Images with localized body landmarks:
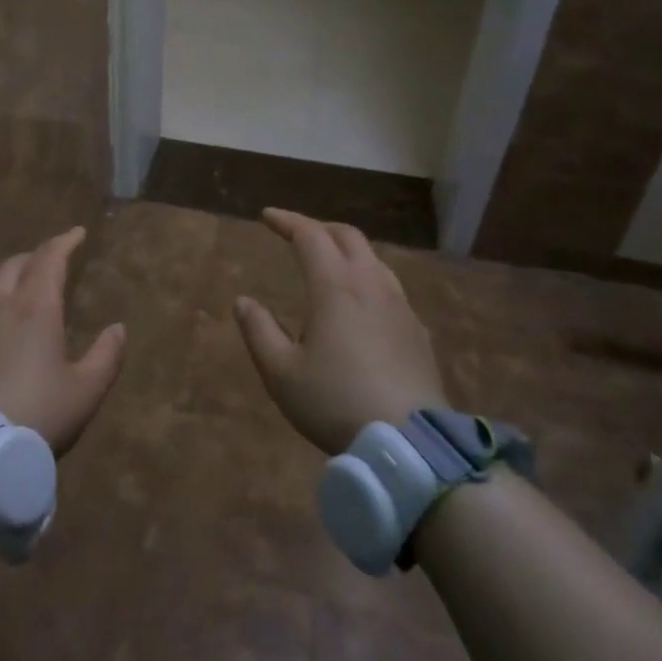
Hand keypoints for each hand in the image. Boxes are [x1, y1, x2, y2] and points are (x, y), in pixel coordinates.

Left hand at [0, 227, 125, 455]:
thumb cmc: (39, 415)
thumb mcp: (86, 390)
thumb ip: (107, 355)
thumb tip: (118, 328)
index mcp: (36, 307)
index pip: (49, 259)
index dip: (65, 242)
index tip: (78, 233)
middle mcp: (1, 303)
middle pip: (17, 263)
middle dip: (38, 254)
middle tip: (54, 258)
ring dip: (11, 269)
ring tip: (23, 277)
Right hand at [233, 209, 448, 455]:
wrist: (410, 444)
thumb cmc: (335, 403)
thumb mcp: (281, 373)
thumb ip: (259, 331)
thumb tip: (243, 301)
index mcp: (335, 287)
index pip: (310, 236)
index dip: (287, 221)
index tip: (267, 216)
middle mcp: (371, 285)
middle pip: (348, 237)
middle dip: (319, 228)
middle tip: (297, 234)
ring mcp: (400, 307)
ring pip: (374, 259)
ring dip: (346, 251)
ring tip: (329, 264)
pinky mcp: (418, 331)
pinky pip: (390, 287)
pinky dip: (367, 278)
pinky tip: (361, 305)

Activity>
Starting at the line in the records above that contains "Right hand at", output every line up to and including the last one, with nothing added.

Written answer>
Right hand at [233, 209, 448, 455]:
wrist: (410, 444)
thumb cmc: (335, 403)
thumb mcp: (281, 373)
thumb ip: (259, 331)
thumb tip: (243, 301)
index mcp: (335, 287)
index pip: (310, 236)
index dip: (287, 221)
index tip: (267, 216)
middle mcp: (371, 285)
middle pip: (348, 237)
middle dip: (319, 228)
middle tip: (297, 234)
ring mcp: (400, 307)
ring pip: (374, 259)
ring dip: (346, 251)
ring tip: (329, 264)
pinky mcp: (418, 331)
pinky pip: (390, 287)
pinky dip: (367, 278)
pinky tip: (361, 305)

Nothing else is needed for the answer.